Russian returned home in prisoner swap with U.S. says he was tortured in Liberia

·2-min read

(Reuters) - A Russian pilot who returned to Moscow from the United States this week as part of a prisoner swap said on Thursday he had been tortured in custody in Liberia before his extradition to America.

Konstantin Yaroshenko also alleged he had been beaten at a military base in the United States, a claim rejected by the White House.

Yaroshenko was detained in 2010 in Liberia by U.S. special forces as part of a major drug bust. U.S. authorities then convicted him for conspiracy to smuggle cocaine into the United States and he was serving a 20-year sentence.

He was released in exchange for former U.S. Marine Trevor Reed, who was convicted in Russia in 2019 of endangering the lives of two police officers while drunk on a visit to Moscow. Washington branded Reed's trial a "theater of the absurd".

Of his time in Liberia, Yaroshenko said: "They really worked on me. If you saw that torture room now -- it's not for the faint of heart.

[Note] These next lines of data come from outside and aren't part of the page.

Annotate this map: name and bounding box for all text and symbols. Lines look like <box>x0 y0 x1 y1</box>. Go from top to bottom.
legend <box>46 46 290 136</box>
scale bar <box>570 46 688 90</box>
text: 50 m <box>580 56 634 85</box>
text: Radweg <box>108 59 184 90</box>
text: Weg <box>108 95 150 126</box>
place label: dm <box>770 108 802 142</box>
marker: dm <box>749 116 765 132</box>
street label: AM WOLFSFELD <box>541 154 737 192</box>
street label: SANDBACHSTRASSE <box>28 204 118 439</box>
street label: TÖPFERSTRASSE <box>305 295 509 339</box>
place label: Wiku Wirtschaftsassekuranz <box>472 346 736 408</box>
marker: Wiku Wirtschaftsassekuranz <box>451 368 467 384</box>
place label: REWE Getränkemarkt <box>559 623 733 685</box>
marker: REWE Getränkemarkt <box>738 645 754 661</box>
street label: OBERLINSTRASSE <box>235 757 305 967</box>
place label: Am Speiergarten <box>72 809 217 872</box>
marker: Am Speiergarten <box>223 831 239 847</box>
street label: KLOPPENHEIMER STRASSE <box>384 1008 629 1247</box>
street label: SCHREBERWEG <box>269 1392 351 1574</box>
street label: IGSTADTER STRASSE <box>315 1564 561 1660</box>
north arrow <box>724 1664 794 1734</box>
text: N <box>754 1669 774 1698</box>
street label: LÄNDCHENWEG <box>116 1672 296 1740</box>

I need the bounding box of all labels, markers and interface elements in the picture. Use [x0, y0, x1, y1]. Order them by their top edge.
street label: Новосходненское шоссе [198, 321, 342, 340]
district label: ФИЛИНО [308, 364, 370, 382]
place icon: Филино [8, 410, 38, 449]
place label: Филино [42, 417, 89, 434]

It's like something from a horror movie."

He did not say whether the alleged torture had been carried out by Liberians or Americans.

A Liberian government spokesperson did not respond to calls on Thursday requesting comment.

'VERY HARD'

Flanked by his wife and daughter in the television studio of Russian media firm Izvestia, Yaroshenko said he was sat on a chair with his arms shackled and beaten for three days.

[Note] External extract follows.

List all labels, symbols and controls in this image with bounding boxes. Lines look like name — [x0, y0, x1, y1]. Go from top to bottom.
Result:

"Heels, kidneys, genitals, strangled -- believe me, everything there was serious... Of course, to survive that was very hard," he said.

Yaroshenko said he was then flown to a military base in the United States, asked to sign some documents and beaten when he refused.

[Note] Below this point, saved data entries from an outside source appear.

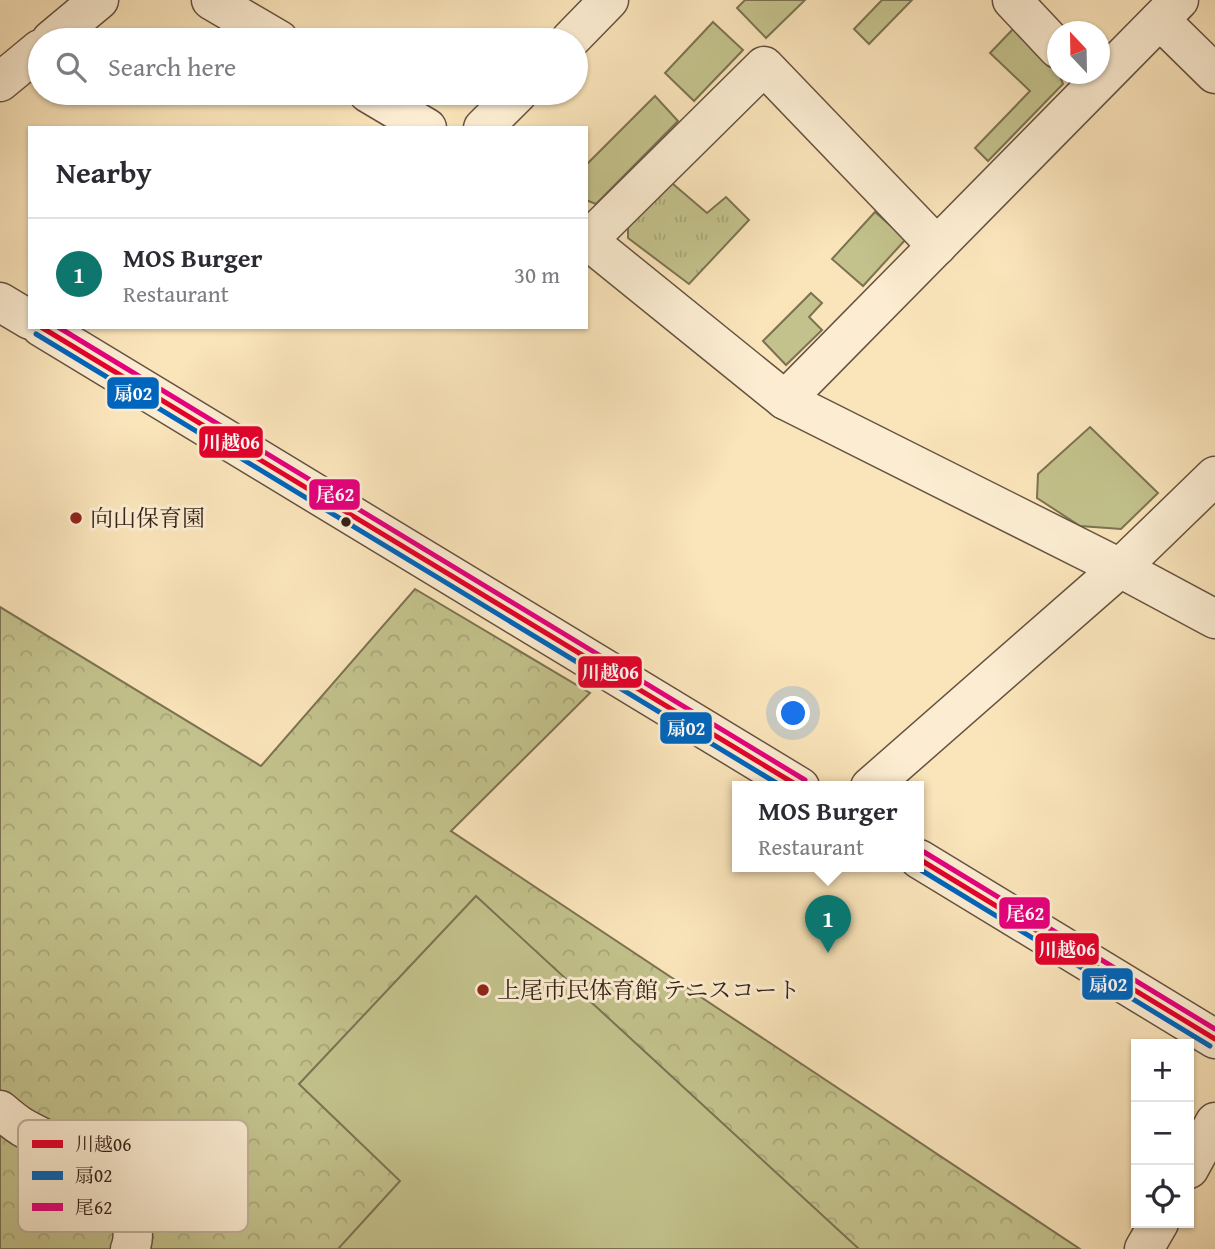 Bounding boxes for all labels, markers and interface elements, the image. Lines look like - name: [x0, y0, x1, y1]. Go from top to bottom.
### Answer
- north arrow: [1047, 21, 1110, 84]
- search box: [28, 28, 588, 105]
- text: Search here: [108, 47, 236, 86]
- icon: search: [52, 48, 90, 86]
- text: Nearby: [56, 150, 152, 194]
- text: MOS Burger: [123, 238, 262, 277]
- text: 1: [73, 258, 85, 291]
- text: 30 m: [514, 258, 560, 291]
- text: Restaurant: [123, 277, 229, 310]
- line badge: 扇02: [106, 376, 160, 410]
- text: 扇02: [114, 379, 152, 407]
- line badge: 川越06: [198, 425, 264, 459]
- text: 川越06: [202, 428, 260, 456]
- line badge: 尾62: [308, 478, 361, 511]
- text: 尾62: [316, 480, 354, 508]
- place label: 向山保育園: [90, 501, 205, 534]
- marker: 向山保育園: [68, 510, 84, 526]
- unlabelled marker: [339, 515, 353, 529]
- line badge: 川越06: [577, 655, 643, 689]
- text: 川越06: [581, 658, 639, 686]
- your location: [776, 696, 810, 730]
- line badge: 扇02: [659, 711, 713, 745]
- text: 扇02: [667, 714, 705, 742]
- popup: [732, 781, 924, 872]
- text: MOS Burger: [758, 791, 898, 830]
- text: Restaurant: [758, 830, 864, 863]
- pin: 1: [805, 895, 851, 953]
- line badge: 尾62: [998, 896, 1051, 930]
- text: 尾62: [1006, 899, 1044, 927]
- line badge: 川越06: [1034, 932, 1100, 966]
- text: 川越06: [1038, 935, 1096, 963]
- line badge: 扇02: [1081, 967, 1134, 1001]
- text: 扇02: [1089, 970, 1127, 998]
- place label: 上尾市民体育館 テニスコート: [497, 973, 800, 1006]
- marker: 上尾市民体育館 テニスコート: [475, 982, 491, 998]
- map controls: [1131, 1039, 1194, 1228]
- button: +: [1131, 1039, 1194, 1102]
- button: −: [1131, 1102, 1194, 1165]
- legend: [18, 1120, 248, 1232]
- text: 川越06: [75, 1130, 131, 1158]
- text: 扇02: [75, 1161, 112, 1189]
- button: locate: [1131, 1165, 1194, 1228]
- text: 尾62: [75, 1193, 112, 1221] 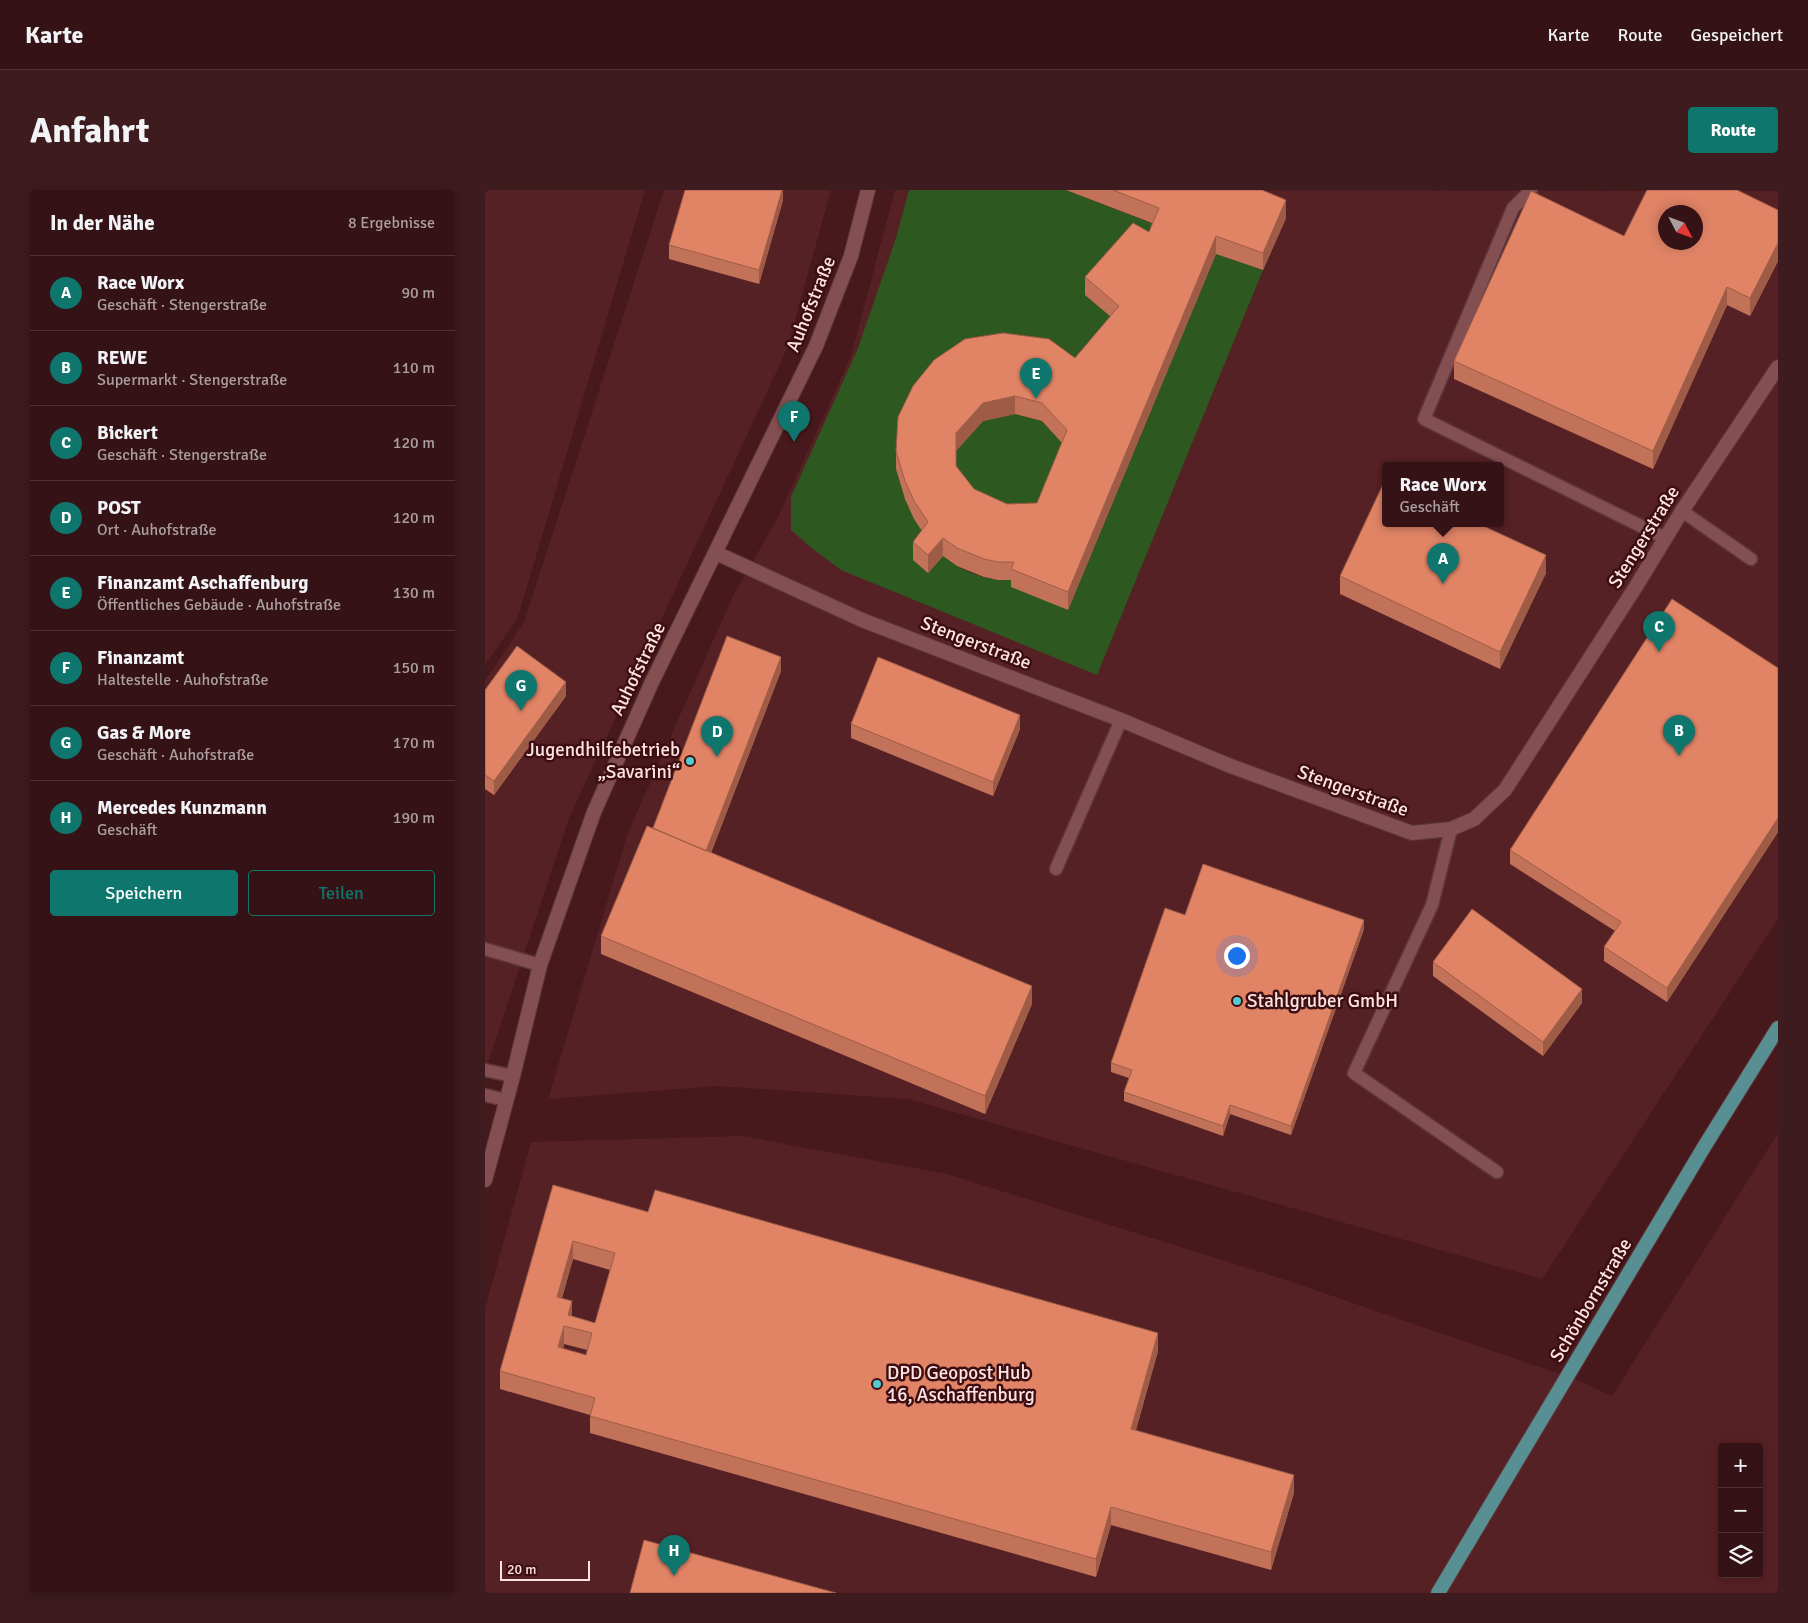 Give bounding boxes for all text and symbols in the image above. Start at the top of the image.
text: Karte [25,20,83,50]
text: Karte [1548,24,1590,46]
text: Route [1618,24,1663,46]
text: Gespeichert [1691,24,1783,46]
button: Route [1688,107,1778,153]
text: Anfahrt [30,109,149,152]
north arrow [1658,205,1703,250]
text: In der Nähe [50,210,155,236]
text: 8 Ergebnisse [348,213,435,233]
street label: Auhofstraße [781,253,841,355]
text: Race Worx [97,271,184,295]
text: A [61,283,71,303]
text: 90 m [401,283,435,303]
text: Geschäft · Stengerstraße [97,295,267,315]
text: REWE [97,346,148,370]
text: B [61,358,71,378]
text: 110 m [393,358,435,378]
pin: E [1020,358,1052,399]
text: Supermarkt · Stengerstraße [97,370,287,390]
pin: F [778,401,810,442]
text: Bickert [97,421,158,445]
text: C [61,433,71,453]
text: 120 m [393,433,435,453]
text: Geschäft · Stengerstraße [97,445,267,465]
popup [1382,462,1504,527]
text: Race Worx [1399,473,1487,497]
street label: Stengerstraße [1603,481,1685,593]
text: POST [97,496,141,520]
text: Geschäft [1399,497,1460,517]
text: D [61,508,71,528]
text: 120 m [393,508,435,528]
text: Ort · Auhofstraße [97,520,216,540]
pin: A [1427,543,1459,584]
text: Finanzamt Aschaffenburg [97,571,308,595]
text: E [61,583,71,603]
text: 130 m [393,583,435,603]
text: Öffentliches Gebäude · Auhofstraße [97,595,341,615]
street label: Stengerstraße [917,611,1035,675]
pin: C [1643,611,1675,652]
street label: Auhofstraße [605,618,671,720]
text: Finanzamt [97,646,184,670]
text: F [62,658,70,678]
text: 150 m [393,658,435,678]
text: Haltestelle · Auhofstraße [97,670,268,690]
pin: G [505,670,537,711]
pin: B [1663,715,1695,756]
pin: D [701,716,733,757]
text: Gas & More [97,721,191,745]
text: G [61,733,71,753]
text: 170 m [393,733,435,753]
place label: Jugendhilfebetrieb „Savarini“ [526,738,680,784]
text: Geschäft · Auhofstraße [97,745,254,765]
marker: Jugendhilfebetrieb „Savarini“ [684,755,696,767]
street label: Stengerstraße [1294,760,1412,822]
text: Mercedes Kunzmann [97,796,267,820]
text: H [61,808,71,828]
text: 190 m [393,808,435,828]
text: Geschäft [97,820,157,840]
button: Speichern [50,870,238,916]
button: Teilen [248,870,435,916]
your location [1224,943,1250,969]
place label: Stahlgruber GmbH [1247,989,1398,1013]
marker: Stahlgruber GmbH [1231,995,1243,1007]
street label: Schönbornstraße [1545,1234,1637,1366]
place label: DPD Geopost Hub 16, Aschaffenburg [887,1361,1035,1407]
marker: DPD Geopost Hub 16, Aschaffenburg [871,1378,883,1390]
map controls [1718,1443,1763,1578]
button: + [1718,1443,1763,1488]
button: − [1718,1488,1763,1533]
button: layers [1718,1533,1763,1578]
pin: H [658,1535,690,1576]
scale bar [500,1558,590,1581]
text: 20 m [507,1561,536,1578]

Responding to his comments, a White House official said Yaroshenko had received "full and fair due process in the U.S. legal system... the United States Government adheres to the rule of law and treats detainees humanely."

Yaroshenko said the U.S. prison where he was held was overcrowded and unsanitary, adding that he intended to prove his innocence and his mistreatment. "I want to hold the U.S. to account," he said.

U.S. officials say the prisoner swap does not represent any change in Washington's stance on the war in Ukraine. It has been providing diplomatic and military support to Ukraine since Russian forces invaded the country on Feb. 24.